NAME¶
rrddump - dump the contents of an RRD to XML format
SYNOPSIS¶
rrdtool dump filename.rrd [
filename.xml] [
--header|
-h {none,xsd,dtd}] [
--no-header] [
--daemon address] >
filename.xml
DESCRIPTION¶
The
dump function writes the contents of an
RRD in human readable
(?) XML format to a file or to stdout. This format can be read by rrdrestore.
Together they allow you to transfer your files from one computer architecture
to another as well to manipulate the contents of an
RRD file in a
somewhat more convenient manner.
- filename.rrd
- The name of the RRD you want to dump.
- filename.xml
- The (optional) filename that you want to write the XML output to. If not
specified, the XML will be printed to stdout.
- --header|-h {none,xsd,dtd}
- By default RRDtool will add a dtd header to the xml file. Here you can
customize this to and xsd header or no header at all.
- --no-header
- A shortcut for --header=none.
If you want to restore the dump with RRDtool 1.2 you should use the
--no-header option since 1.2 can not deal with xml headers.
- --daemon address
- Address of the rrdcached daemon. If specified, a "flush" command
is sent to the server before reading the RRD files. This allows
rrdtool to return fresh data even if the daemon is configured to
cache values for a long time. For a list of accepted formats, see the
-l option in the rrdcached manual.
rrdtool dump --daemon unix:/var/run/rrdcached.sock /var/lib/rrd/foo.rrd
EXAMPLES¶
To transfer an RRD between architectures, follow these steps:
- 1.
- On the same system where the RRD was created, use rrdtool
dump to export the data to XML format.
- 2.
- Transfer the XML dump to the target system.
- 3.
- Run rrdtool restore to create a new RRD from the XML dump.
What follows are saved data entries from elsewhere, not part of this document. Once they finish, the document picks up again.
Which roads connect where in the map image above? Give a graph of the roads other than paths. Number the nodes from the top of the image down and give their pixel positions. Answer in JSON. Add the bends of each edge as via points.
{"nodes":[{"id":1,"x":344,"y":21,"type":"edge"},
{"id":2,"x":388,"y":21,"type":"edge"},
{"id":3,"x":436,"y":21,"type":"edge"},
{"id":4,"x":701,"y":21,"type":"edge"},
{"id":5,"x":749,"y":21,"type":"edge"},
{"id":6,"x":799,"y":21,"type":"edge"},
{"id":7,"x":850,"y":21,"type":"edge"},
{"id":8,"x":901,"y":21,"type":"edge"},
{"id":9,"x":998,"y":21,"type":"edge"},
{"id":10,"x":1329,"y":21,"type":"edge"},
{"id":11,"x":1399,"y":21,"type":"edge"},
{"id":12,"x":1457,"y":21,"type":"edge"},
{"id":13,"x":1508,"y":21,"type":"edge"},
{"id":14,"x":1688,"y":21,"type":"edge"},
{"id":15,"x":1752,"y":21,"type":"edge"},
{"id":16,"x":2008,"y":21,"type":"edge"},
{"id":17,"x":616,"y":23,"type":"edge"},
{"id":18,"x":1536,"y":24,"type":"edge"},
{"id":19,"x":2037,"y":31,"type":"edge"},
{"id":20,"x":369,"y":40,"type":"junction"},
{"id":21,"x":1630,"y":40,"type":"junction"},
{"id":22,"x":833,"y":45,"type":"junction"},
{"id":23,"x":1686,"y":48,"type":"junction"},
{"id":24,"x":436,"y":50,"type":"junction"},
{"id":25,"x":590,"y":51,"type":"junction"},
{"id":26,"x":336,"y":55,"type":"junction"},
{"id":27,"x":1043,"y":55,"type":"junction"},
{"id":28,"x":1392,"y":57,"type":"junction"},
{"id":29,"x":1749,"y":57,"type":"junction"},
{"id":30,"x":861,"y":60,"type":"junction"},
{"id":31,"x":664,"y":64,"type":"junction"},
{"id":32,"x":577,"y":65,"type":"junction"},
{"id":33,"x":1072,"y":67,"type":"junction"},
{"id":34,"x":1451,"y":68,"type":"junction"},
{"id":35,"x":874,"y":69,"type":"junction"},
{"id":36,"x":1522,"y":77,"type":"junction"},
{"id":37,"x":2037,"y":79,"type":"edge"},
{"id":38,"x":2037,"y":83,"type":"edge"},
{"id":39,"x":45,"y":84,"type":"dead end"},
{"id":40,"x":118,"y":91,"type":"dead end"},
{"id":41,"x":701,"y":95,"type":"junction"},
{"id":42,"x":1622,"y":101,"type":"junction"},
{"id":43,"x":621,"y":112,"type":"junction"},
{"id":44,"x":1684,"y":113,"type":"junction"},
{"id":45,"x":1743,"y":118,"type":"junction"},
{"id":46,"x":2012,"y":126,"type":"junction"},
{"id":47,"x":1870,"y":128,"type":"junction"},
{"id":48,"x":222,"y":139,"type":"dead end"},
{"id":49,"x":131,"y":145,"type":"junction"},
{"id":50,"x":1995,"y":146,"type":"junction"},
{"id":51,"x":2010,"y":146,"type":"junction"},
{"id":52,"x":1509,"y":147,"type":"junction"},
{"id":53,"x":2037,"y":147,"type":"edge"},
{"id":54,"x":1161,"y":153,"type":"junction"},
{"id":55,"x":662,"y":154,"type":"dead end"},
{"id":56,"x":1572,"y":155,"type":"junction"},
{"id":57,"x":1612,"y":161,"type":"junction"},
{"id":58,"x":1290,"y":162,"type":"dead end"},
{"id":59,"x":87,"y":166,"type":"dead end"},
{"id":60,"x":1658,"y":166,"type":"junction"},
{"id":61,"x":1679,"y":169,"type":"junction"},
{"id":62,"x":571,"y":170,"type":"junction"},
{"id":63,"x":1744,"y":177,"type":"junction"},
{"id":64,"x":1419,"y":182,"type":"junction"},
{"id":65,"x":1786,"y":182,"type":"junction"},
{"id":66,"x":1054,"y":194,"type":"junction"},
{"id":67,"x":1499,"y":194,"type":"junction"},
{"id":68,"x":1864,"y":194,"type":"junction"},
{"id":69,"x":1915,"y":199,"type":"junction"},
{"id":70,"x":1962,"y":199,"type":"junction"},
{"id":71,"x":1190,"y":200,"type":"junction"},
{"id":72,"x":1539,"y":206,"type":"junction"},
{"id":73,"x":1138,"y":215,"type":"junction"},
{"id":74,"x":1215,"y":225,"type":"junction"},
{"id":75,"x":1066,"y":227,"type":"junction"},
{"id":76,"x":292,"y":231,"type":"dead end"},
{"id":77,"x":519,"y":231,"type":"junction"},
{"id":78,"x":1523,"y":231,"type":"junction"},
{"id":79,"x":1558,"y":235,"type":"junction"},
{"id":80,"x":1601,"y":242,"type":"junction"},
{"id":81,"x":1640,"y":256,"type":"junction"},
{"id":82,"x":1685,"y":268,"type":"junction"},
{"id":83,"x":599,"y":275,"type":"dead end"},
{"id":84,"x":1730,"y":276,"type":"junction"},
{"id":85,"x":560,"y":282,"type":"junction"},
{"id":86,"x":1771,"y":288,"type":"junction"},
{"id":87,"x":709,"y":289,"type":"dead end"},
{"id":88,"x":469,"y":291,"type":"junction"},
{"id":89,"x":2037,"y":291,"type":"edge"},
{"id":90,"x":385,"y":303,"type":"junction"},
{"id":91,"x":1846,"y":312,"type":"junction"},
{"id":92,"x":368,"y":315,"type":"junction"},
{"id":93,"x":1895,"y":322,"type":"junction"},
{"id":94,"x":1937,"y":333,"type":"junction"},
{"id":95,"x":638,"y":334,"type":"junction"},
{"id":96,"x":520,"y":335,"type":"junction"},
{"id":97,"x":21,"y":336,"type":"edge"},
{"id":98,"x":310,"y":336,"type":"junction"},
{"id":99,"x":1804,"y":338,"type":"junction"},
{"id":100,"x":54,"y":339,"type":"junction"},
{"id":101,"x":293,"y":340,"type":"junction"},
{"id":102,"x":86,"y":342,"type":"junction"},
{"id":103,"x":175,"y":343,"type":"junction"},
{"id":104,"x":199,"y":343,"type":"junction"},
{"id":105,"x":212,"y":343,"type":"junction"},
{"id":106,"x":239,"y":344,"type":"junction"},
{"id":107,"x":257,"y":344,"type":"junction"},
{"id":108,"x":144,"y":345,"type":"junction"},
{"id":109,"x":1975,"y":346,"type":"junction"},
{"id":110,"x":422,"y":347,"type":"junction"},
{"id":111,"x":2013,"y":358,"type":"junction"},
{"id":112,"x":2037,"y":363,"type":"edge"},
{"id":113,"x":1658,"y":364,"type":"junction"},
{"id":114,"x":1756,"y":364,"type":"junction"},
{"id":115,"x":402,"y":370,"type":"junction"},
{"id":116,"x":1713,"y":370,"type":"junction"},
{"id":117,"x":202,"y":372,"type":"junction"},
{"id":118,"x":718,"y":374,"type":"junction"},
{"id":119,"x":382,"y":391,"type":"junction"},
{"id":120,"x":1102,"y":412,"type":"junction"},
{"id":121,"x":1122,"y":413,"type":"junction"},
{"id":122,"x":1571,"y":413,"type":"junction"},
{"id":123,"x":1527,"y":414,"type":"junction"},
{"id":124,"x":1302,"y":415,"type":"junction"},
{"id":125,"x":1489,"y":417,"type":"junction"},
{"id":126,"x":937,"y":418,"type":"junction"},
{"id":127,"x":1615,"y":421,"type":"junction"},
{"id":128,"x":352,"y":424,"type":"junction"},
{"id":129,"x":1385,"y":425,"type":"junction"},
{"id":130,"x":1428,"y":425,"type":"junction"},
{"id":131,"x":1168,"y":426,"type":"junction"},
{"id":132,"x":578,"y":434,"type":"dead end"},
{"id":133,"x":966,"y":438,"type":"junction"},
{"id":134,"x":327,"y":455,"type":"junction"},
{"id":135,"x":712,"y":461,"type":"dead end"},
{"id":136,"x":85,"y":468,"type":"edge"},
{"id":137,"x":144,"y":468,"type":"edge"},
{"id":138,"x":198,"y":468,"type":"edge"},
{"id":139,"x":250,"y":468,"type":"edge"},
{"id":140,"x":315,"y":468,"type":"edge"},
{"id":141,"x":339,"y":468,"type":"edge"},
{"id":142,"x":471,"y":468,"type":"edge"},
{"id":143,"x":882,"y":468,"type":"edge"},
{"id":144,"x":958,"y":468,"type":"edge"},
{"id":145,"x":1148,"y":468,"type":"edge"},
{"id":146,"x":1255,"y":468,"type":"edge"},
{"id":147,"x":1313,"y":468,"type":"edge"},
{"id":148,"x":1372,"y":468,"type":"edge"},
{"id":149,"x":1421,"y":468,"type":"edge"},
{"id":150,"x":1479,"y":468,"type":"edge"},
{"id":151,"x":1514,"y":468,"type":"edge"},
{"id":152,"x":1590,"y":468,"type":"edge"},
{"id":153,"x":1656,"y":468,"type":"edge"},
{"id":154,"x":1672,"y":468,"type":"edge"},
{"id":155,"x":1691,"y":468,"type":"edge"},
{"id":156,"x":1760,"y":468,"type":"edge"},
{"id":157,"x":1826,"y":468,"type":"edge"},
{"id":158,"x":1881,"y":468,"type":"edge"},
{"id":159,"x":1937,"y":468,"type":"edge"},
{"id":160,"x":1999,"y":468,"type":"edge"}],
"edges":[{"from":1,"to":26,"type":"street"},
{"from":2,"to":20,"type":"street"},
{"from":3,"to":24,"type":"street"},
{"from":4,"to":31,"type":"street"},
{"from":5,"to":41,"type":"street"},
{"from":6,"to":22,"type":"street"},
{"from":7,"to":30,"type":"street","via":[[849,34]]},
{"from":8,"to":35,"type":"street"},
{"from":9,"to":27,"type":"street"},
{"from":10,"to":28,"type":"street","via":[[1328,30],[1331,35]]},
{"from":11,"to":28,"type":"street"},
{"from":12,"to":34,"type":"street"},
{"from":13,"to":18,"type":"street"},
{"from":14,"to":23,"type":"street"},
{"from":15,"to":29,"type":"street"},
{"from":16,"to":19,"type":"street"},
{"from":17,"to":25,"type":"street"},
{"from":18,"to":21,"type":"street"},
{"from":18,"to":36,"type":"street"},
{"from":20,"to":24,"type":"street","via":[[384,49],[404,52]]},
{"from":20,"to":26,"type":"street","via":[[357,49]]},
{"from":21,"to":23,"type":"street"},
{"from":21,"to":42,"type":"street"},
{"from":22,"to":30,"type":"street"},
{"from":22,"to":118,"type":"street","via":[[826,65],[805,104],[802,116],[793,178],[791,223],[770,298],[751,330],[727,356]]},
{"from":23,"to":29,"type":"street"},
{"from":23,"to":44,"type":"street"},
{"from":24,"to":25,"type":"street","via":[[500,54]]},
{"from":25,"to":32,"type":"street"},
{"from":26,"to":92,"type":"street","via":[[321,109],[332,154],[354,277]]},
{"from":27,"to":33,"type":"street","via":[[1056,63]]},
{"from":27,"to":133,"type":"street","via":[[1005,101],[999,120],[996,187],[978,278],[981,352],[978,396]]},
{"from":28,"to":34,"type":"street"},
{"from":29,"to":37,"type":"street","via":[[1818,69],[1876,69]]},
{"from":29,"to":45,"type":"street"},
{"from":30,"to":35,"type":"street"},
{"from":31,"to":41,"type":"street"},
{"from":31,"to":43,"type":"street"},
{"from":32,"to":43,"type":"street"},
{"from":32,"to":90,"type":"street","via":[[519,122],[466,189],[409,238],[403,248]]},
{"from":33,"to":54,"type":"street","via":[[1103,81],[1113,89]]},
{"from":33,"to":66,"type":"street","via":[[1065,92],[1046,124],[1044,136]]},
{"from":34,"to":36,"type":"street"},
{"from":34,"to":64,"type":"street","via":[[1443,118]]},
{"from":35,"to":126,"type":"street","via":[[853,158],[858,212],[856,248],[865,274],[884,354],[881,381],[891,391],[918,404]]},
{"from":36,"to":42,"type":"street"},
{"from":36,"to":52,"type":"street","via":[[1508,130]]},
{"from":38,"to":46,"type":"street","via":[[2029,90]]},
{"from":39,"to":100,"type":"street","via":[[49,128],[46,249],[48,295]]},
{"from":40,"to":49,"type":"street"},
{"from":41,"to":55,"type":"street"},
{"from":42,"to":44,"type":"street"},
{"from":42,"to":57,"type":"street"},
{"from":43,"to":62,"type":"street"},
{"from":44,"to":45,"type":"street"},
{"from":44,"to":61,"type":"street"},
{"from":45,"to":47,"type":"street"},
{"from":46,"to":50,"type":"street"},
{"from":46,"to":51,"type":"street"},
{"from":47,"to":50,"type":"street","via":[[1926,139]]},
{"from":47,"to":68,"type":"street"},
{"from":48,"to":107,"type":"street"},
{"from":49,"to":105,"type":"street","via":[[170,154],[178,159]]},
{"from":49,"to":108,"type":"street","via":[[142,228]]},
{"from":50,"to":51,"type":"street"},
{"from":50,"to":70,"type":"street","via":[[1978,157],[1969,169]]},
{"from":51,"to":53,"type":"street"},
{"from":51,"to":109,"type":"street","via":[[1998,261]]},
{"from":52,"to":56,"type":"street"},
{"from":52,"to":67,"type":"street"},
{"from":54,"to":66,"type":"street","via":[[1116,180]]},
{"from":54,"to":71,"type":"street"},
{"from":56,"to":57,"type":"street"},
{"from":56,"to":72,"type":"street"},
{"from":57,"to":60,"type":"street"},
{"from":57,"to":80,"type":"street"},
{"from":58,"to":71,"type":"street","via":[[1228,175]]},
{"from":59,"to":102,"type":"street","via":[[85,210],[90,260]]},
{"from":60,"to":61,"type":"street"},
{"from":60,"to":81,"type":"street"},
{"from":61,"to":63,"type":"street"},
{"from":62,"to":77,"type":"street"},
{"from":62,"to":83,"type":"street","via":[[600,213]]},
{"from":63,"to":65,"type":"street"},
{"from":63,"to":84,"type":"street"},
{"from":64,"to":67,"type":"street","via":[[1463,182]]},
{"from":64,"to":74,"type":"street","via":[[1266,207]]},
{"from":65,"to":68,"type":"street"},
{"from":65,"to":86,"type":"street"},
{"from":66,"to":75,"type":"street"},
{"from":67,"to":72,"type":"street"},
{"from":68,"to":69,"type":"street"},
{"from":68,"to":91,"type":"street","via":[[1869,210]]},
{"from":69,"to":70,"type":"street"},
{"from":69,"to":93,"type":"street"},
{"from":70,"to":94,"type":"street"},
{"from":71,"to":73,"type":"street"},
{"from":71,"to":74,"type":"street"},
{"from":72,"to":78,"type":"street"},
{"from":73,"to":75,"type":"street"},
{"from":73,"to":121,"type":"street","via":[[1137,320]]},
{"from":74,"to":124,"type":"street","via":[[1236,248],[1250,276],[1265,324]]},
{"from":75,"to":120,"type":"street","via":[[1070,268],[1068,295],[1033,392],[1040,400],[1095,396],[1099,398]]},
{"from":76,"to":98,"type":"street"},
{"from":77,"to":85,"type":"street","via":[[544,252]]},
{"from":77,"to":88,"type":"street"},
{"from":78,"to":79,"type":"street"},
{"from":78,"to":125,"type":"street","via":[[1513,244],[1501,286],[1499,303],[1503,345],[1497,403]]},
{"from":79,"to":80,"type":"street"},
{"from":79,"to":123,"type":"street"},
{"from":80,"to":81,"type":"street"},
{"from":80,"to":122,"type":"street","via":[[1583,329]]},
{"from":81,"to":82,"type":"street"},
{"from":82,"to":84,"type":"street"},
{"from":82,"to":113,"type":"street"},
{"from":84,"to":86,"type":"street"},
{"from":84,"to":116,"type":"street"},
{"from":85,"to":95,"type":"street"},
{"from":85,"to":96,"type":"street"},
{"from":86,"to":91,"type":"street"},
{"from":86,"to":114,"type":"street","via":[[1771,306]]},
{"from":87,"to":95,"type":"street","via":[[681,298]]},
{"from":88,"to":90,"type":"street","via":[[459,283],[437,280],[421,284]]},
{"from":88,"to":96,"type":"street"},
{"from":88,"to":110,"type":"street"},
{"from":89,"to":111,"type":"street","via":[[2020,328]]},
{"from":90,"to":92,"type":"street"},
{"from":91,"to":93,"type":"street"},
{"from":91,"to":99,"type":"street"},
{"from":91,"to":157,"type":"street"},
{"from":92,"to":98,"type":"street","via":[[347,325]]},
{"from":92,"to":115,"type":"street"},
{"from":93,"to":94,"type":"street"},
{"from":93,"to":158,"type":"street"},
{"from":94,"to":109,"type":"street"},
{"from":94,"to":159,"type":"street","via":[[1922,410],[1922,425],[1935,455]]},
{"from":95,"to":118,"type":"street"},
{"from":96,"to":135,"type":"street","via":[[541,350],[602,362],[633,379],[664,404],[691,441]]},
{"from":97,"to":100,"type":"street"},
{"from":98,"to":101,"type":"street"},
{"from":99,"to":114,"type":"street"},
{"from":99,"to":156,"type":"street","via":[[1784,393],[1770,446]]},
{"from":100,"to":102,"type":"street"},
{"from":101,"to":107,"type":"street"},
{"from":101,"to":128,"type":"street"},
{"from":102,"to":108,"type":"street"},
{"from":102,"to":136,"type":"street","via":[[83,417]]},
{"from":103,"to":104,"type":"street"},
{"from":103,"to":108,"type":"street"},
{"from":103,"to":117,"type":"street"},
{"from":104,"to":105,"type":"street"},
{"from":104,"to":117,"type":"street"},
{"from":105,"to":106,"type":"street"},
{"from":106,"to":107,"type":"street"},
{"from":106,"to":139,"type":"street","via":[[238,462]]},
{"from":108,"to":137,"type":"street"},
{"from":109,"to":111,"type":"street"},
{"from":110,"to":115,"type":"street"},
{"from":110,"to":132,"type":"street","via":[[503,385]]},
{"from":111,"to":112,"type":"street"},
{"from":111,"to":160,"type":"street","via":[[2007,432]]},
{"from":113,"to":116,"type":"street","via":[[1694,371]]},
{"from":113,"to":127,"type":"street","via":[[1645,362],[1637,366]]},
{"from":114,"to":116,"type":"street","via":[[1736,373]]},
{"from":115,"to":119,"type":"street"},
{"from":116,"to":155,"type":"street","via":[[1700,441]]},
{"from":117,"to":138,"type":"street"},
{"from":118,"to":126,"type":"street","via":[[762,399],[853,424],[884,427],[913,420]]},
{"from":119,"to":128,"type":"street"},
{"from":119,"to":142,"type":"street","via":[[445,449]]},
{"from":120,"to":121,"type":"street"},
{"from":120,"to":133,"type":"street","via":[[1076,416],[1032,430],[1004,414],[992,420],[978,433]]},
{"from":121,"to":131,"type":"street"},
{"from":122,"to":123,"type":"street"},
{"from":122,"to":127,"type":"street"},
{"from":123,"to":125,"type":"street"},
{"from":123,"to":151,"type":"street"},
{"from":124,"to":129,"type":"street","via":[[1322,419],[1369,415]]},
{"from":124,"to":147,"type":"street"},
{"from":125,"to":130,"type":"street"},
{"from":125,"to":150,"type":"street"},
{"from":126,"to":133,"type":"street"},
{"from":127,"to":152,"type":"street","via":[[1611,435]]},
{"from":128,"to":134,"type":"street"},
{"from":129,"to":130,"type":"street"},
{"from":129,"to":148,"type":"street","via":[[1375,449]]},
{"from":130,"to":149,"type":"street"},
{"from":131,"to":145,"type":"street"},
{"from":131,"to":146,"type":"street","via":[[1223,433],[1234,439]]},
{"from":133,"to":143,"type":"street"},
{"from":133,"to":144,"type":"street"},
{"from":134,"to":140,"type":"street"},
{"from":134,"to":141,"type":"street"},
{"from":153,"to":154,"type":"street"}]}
See rrdrestore for details.
ENVIRONMENT VARIABLES¶
The following environment variables may be used to change the behavior of
"rrdtool dump":
- RRDCACHED_ADDRESS
- If this environment variable is set it will have the same effect as
specifying the "--daemon" option on the command line. If both
are present, the command line argument takes precedence.